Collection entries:
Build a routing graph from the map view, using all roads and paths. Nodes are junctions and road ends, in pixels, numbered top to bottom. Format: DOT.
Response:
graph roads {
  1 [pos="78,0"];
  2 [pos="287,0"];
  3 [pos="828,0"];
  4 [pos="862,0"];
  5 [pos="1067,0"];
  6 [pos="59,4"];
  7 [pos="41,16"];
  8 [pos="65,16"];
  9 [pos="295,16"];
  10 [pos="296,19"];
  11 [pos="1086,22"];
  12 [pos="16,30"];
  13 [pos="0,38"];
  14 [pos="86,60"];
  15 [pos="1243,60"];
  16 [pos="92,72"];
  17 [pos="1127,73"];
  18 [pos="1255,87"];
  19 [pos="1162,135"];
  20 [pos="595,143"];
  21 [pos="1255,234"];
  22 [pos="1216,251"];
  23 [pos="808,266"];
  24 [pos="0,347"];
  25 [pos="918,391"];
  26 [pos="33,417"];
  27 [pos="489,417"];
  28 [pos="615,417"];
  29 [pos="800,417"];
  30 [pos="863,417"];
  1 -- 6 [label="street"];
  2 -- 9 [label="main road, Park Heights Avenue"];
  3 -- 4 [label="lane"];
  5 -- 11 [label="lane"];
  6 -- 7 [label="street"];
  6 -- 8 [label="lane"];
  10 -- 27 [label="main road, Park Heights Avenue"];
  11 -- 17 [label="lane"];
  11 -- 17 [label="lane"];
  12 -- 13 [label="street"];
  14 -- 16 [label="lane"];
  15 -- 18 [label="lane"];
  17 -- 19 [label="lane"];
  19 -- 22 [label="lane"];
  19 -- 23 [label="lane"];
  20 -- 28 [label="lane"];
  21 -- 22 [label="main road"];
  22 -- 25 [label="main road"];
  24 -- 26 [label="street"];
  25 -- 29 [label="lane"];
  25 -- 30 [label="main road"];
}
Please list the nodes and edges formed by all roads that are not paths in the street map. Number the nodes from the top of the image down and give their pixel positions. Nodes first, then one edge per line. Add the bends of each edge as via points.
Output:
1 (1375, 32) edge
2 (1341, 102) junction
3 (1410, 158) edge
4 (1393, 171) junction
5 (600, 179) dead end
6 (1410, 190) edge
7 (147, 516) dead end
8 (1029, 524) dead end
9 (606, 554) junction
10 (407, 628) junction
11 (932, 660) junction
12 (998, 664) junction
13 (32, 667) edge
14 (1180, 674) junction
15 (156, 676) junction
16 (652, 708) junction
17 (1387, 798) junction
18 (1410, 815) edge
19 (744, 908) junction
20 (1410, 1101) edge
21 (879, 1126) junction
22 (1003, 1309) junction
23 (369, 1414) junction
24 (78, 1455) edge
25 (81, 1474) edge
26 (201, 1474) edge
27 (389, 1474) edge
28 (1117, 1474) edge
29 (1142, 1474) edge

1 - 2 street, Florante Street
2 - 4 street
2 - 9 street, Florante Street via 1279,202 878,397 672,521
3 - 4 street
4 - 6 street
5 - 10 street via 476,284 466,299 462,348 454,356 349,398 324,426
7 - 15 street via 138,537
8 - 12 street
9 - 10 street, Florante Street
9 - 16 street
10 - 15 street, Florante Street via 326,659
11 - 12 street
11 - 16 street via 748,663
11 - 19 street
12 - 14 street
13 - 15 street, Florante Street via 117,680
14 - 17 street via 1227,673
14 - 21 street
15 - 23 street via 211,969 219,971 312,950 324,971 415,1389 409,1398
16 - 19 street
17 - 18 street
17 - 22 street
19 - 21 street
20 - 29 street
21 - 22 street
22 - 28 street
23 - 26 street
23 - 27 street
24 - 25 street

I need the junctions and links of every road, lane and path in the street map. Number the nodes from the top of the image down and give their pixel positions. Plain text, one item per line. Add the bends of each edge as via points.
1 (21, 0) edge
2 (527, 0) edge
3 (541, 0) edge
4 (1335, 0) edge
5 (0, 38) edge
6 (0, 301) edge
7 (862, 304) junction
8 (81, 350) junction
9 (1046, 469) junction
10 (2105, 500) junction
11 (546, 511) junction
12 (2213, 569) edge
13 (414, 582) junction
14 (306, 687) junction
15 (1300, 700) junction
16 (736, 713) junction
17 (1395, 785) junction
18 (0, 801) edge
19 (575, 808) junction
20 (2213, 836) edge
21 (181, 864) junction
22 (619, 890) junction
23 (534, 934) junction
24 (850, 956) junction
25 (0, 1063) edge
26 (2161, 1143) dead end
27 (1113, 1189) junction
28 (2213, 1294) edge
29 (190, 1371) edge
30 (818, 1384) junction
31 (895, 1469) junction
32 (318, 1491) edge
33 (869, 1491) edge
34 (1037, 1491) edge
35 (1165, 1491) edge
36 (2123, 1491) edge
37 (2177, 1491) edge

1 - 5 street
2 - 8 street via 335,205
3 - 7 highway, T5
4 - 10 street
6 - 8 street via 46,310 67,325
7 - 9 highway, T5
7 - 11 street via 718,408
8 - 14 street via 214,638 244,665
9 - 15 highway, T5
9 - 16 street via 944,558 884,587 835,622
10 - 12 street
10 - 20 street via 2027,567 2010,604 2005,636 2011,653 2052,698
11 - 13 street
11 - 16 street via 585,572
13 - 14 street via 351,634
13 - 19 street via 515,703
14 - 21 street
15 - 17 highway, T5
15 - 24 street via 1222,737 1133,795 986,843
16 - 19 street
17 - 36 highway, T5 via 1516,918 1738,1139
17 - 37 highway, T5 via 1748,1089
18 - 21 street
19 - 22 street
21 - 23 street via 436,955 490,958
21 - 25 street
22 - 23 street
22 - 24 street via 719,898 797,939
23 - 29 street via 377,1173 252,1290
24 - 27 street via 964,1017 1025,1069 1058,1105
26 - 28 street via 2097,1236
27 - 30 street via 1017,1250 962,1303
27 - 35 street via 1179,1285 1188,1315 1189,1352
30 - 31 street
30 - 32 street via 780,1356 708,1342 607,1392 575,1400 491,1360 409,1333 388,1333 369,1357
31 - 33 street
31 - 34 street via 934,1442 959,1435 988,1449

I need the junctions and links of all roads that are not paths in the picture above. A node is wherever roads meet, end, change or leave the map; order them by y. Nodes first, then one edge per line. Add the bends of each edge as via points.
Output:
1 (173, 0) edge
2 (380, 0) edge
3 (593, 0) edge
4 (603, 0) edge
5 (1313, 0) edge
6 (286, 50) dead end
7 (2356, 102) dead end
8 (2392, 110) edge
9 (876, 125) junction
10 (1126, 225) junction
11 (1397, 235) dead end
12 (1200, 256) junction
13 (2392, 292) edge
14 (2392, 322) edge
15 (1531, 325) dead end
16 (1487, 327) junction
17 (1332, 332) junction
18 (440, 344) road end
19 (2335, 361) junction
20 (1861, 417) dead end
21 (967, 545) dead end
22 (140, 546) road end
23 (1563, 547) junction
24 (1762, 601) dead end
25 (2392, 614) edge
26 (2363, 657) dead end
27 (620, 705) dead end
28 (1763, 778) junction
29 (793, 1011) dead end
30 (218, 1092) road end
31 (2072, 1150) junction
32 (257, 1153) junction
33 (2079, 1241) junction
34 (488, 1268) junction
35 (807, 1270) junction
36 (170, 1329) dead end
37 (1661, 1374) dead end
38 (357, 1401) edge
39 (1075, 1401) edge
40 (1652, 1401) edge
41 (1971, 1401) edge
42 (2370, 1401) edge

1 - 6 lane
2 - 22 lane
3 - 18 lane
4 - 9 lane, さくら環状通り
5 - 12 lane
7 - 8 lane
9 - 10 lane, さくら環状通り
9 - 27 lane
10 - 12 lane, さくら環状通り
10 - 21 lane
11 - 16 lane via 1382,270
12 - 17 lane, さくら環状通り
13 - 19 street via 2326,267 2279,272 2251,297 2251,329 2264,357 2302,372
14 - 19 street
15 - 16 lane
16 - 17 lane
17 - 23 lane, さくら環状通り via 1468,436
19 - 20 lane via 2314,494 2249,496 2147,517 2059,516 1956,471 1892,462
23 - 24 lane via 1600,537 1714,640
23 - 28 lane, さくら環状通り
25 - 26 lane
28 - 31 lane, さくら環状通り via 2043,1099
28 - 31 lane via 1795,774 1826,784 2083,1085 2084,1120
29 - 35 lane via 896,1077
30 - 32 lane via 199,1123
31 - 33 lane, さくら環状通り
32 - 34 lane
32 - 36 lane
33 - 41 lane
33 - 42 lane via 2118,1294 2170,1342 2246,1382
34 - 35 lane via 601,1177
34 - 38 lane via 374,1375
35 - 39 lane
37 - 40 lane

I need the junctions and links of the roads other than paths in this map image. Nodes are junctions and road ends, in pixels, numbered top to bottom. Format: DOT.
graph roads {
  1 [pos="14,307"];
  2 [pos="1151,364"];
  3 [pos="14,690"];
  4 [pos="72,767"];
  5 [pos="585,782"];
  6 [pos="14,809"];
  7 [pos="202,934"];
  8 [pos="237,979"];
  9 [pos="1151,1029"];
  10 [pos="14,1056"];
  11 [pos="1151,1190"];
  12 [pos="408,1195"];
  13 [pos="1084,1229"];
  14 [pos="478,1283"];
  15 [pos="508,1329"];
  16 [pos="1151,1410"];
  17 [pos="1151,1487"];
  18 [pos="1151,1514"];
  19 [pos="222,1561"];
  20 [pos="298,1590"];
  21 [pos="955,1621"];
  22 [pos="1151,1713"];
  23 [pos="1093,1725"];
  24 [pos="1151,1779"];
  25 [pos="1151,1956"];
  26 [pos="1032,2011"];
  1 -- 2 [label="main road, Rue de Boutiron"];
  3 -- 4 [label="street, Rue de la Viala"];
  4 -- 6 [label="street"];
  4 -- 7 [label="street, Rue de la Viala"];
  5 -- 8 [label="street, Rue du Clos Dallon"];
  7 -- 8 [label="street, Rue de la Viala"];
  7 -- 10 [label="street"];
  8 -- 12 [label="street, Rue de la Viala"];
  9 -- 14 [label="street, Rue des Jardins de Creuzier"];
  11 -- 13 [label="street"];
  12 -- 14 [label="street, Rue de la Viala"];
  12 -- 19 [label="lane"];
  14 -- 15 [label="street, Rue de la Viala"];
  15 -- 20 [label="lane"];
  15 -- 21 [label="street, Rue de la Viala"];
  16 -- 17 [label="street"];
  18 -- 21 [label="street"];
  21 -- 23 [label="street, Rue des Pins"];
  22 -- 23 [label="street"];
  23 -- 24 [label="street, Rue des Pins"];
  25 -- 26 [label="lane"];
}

What to work on:
Among the lines of the records above, count those holding the string "Avenue", and report only the number.

Output for this task:
2